Archive Ingest and Handling Test (AIHT)
By both policy and design, Harvard Library's Digital Repository Service (DRS) is intended for highly "curated" digital assets; that is, those that are owned and submitted by known users, created according to well-known workflows and meeting well-known technical specifications, and in a small set of approved formats. The Library of Congress organized its Archive Ingest and Handling Test (AIHT) to investigate issues surrounding the import, export, and manipulation of a sizeable test corpus - approximately 57,000 files (12 GB) in more than 90 formats - of unknown provenance by institutions with very different preservation strategies and technological infrastructures. Harvard participated in this test along with Johns Hopkins University, Old Dominion University, and Stanford University. The results of the test highlighted the need for community agreement on descriptive and packaging standards, file transfer and validation tools, and best practices for repository operation and preservation planning.
- AIHT: Conceptual Issues from Practical Tests, D-Lib Magazine (December 2005)
- Harvard's Perspective on the Archive Ingest and Handling Test, D-Lib Magazine (December 2005)
Digital Repository Certification
The Research Library Group (RLG) and the National Archives and Records Administration (NARA) created a joint task force to develop criteria for identifying digital repositories meeting minimal standards for trustworthiness in the professional management and preservation of digital content. Harvard staff participated in the development of these criteria, which include both technical and organizational metrics, as well as in follow-on work by the Center for Research Libraries (CRL) to develop a specific audit methodology. Harvard staff use the audit guidelines development by the RLG/NARA task force for self-assessment of the Digital Repository Service (DRS) and for planning for its future functional and operational enhancements.

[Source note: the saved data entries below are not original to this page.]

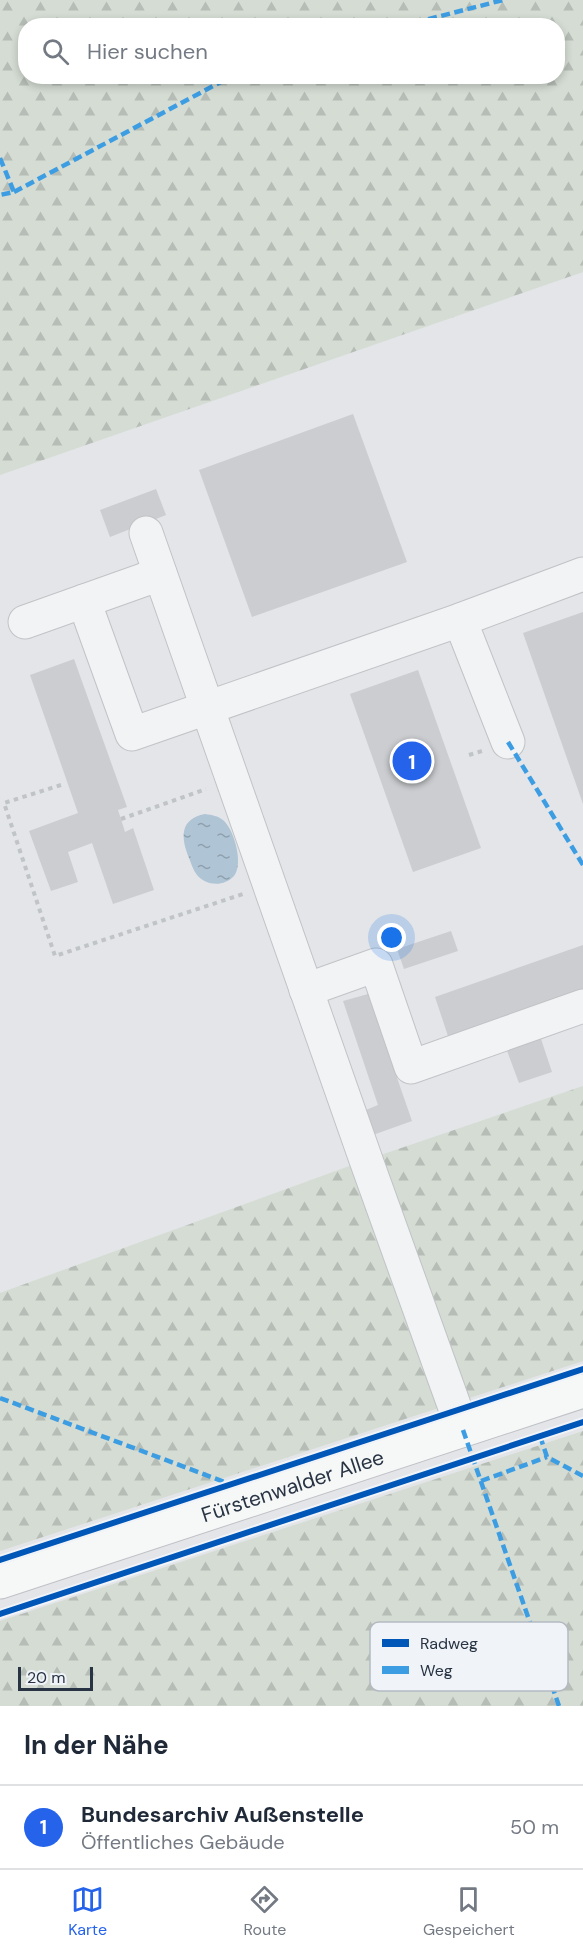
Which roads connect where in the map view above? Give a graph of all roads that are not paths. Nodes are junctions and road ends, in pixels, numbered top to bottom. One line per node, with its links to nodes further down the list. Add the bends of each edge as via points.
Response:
1 (146, 533): 2 (lane)
2 (160, 574): 4 (lane); 7 (lane)
3 (583, 574): 5 (lane)
4 (84, 601): 6 (lane); 7 (lane, via 132,734)
5 (460, 620): 7 (lane); 8 (lane)
6 (25, 622)
7 (207, 709): 9 (lane)
8 (508, 742)
9 (306, 990): 10 (lane, via 376,965 411,1067); 12 (lane)
10 (583, 1006)
11 (583, 1391): 12 (main road, Fürstenwalder Allee)
12 (463, 1430): 13 (main road, Fürstenwalder Allee)
13 (0, 1582)

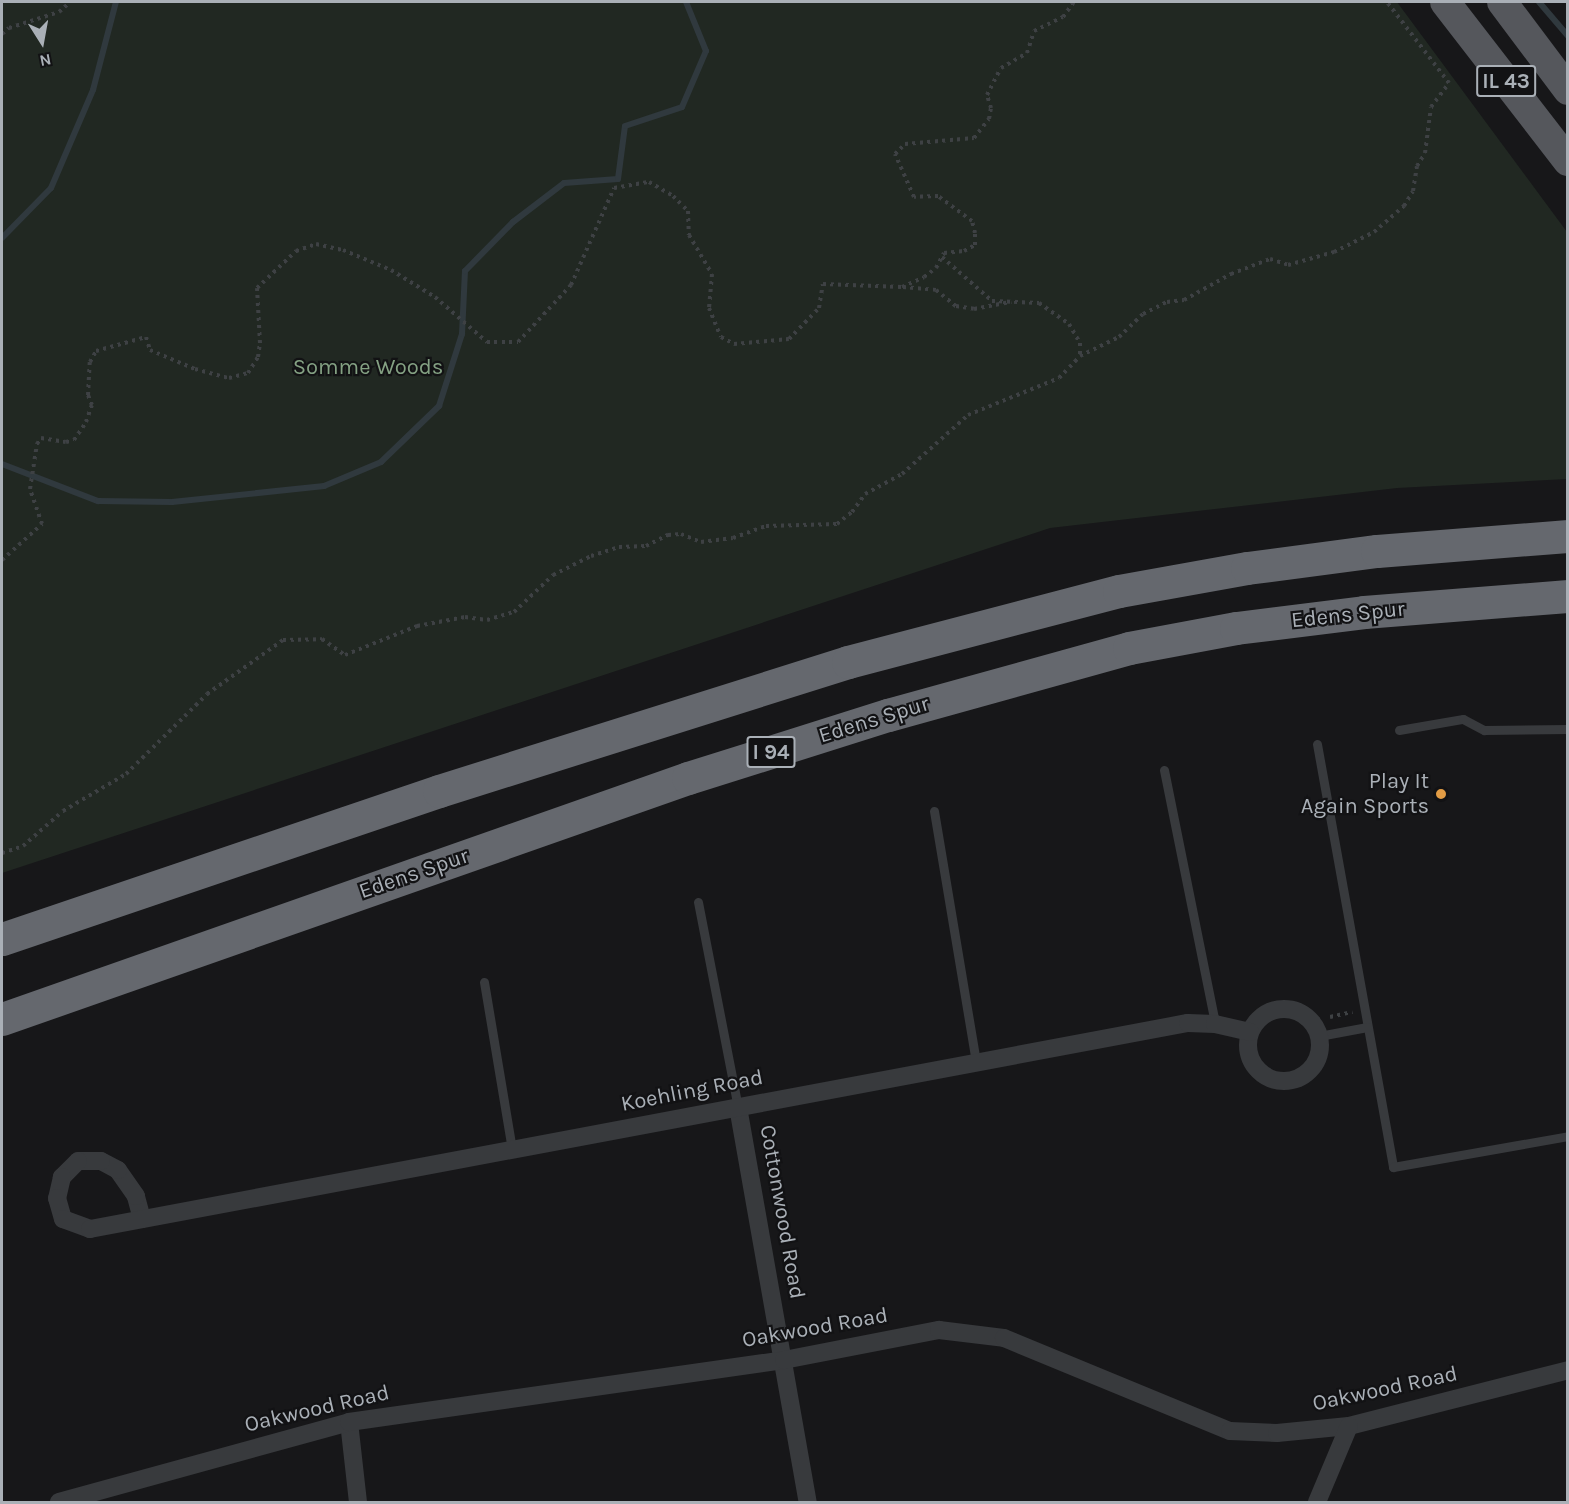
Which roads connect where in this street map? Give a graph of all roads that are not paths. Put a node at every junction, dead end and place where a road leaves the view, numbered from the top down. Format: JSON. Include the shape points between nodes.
{"nodes":[{"id":1,"x":1445,"y":2,"type":"edge"},
{"id":2,"x":1502,"y":2,"type":"edge"},
{"id":3,"x":1568,"y":90,"type":"edge"},
{"id":4,"x":1568,"y":161,"type":"edge"},
{"id":5,"x":1568,"y":536,"type":"edge"},
{"id":6,"x":1568,"y":596,"type":"edge"},
{"id":7,"x":1568,"y":729,"type":"edge"},
{"id":8,"x":1399,"y":730,"type":"dead end"},
{"id":9,"x":1317,"y":744,"type":"dead end"},
{"id":10,"x":1164,"y":770,"type":"dead end"},
{"id":11,"x":934,"y":811,"type":"dead end"},
{"id":12,"x":698,"y":902,"type":"dead end"},
{"id":13,"x":2,"y":939,"type":"edge"},
{"id":14,"x":484,"y":982,"type":"dead end"},
{"id":15,"x":2,"y":1019,"type":"edge"},
{"id":16,"x":1215,"y":1024,"type":"junction"},
{"id":17,"x":1367,"y":1027,"type":"junction"},
{"id":18,"x":1315,"y":1028,"type":"junction"},
{"id":19,"x":1250,"y":1032,"type":"junction"},
{"id":20,"x":976,"y":1063,"type":"junction"},
{"id":21,"x":738,"y":1107,"type":"junction"},
{"id":22,"x":1568,"y":1136,"type":"edge"},
{"id":23,"x":512,"y":1150,"type":"junction"},
{"id":24,"x":142,"y":1219,"type":"junction"},
{"id":25,"x":784,"y":1360,"type":"junction"},
{"id":26,"x":1568,"y":1370,"type":"edge"},
{"id":27,"x":349,"y":1422,"type":"junction"},
{"id":28,"x":1349,"y":1426,"type":"junction"},
{"id":29,"x":59,"y":1503,"type":"edge"},
{"id":30,"x":358,"y":1503,"type":"edge"},
{"id":31,"x":808,"y":1503,"type":"edge"},
{"id":32,"x":1317,"y":1503,"type":"edge"}],
"edges":[{"from":1,"to":4,"type":"main road","number":"IL 43"},
{"from":2,"to":3,"type":"main road","number":"IL 43"},
{"from":5,"to":13,"type":"highway","via":[[1377,551],[1247,568],[1119,591],[837,666],[439,791]]},
{"from":6,"to":15,"type":"highway","name":"Edens Spur","number":"I 94","via":[[1364,612],[1236,628],[1129,648],[888,715],[688,778]]},
{"from":7,"to":8,"type":"lane","via":[[1484,730],[1463,719]]},
{"from":9,"to":17,"type":"lane"},
{"from":10,"to":16,"type":"lane"},
{"from":11,"to":20,"type":"lane"},
{"from":12,"to":21,"type":"lane"},
{"from":14,"to":23,"type":"lane"},
{"from":16,"to":19,"type":"street","name":"Koehling Road"},
{"from":16,"to":20,"type":"street","name":"Koehling Road","via":[[1188,1023]]},
{"from":17,"to":18,"type":"lane"},
{"from":17,"to":22,"type":"lane","via":[[1393,1167]]},
{"from":18,"to":19,"type":"street","via":[[1301,1013],[1277,1009],[1266,1014]]},
{"from":18,"to":19,"type":"street","via":[[1317,1060],[1300,1077],[1288,1081],[1276,1080],[1256,1067],[1248,1044]]},
{"from":20,"to":21,"type":"street","name":"Koehling Road"},
{"from":21,"to":23,"type":"street","name":"Koehling Road"},
{"from":21,"to":25,"type":"street","name":"Cottonwood Road"},
{"from":23,"to":24,"type":"street","name":"Koehling Road"},
{"from":24,"to":24,"type":"street","name":"Koehling Road","via":[[90,1229],[63,1219],[57,1198],[62,1177],[78,1161],[101,1161],[118,1170],[136,1196]]},
{"from":25,"to":27,"type":"street","name":"Oakwood Road"},
{"from":25,"to":28,"type":"street","name":"Oakwood Road","via":[[939,1330],[1004,1338],[1230,1431],[1277,1433]]},
{"from":25,"to":31,"type":"street","name":"Cottonwood Road"},
{"from":26,"to":28,"type":"street","name":"Oakwood Road"},
{"from":27,"to":29,"type":"street","name":"Oakwood Road"},
{"from":27,"to":30,"type":"street"},
{"from":28,"to":32,"type":"street"}]}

DRS Self-Assessment Project
The Self-Assessment Project began in September 2015, as part of an effort to evaluate and improve the DRS. The Assessment was undertaken by a resident from the National Digital Stewardship Residency, a program that places early-career preservation professionals in institutions across the US. Residents are assigned a specific project and are guided by a mentor.
During the project, the DRS was assessed using the benchmarks outlined in the ISO16363, a high international standard for digital repositories. The ISO16363 is comprised of several metrics, which address many aspects of a repository, such as financial planning and ingest processes. During the project, the resident determined whether the DRS met each metric. The resident interviewed staff members and reviewed existing documentation. She also sought to match the documentation to the metrics, as the documentation provides necessary evidence that the repository meets the metric. Finally, the resident identified areas needing improvement and gaps in documentation, as well as commonalities among these gaps.
DRS Storage Migration
In the Spring-Summer of 2017 the DRS storage was upgraded. This was the fourth upgrade of the DRS storage. A key benefit of this latest upgrade is that the DRS copies are geographically distributed further away from each other.
DuraCloud Pilot Project
During the summer of 2011, Harvard conducted a pilot project using DuraCloud, the cloud storage solution offered by DuraSpace. DuraCloud was tested as a potential additional preservation storage location for DRS content. This project ran from May-August 2011.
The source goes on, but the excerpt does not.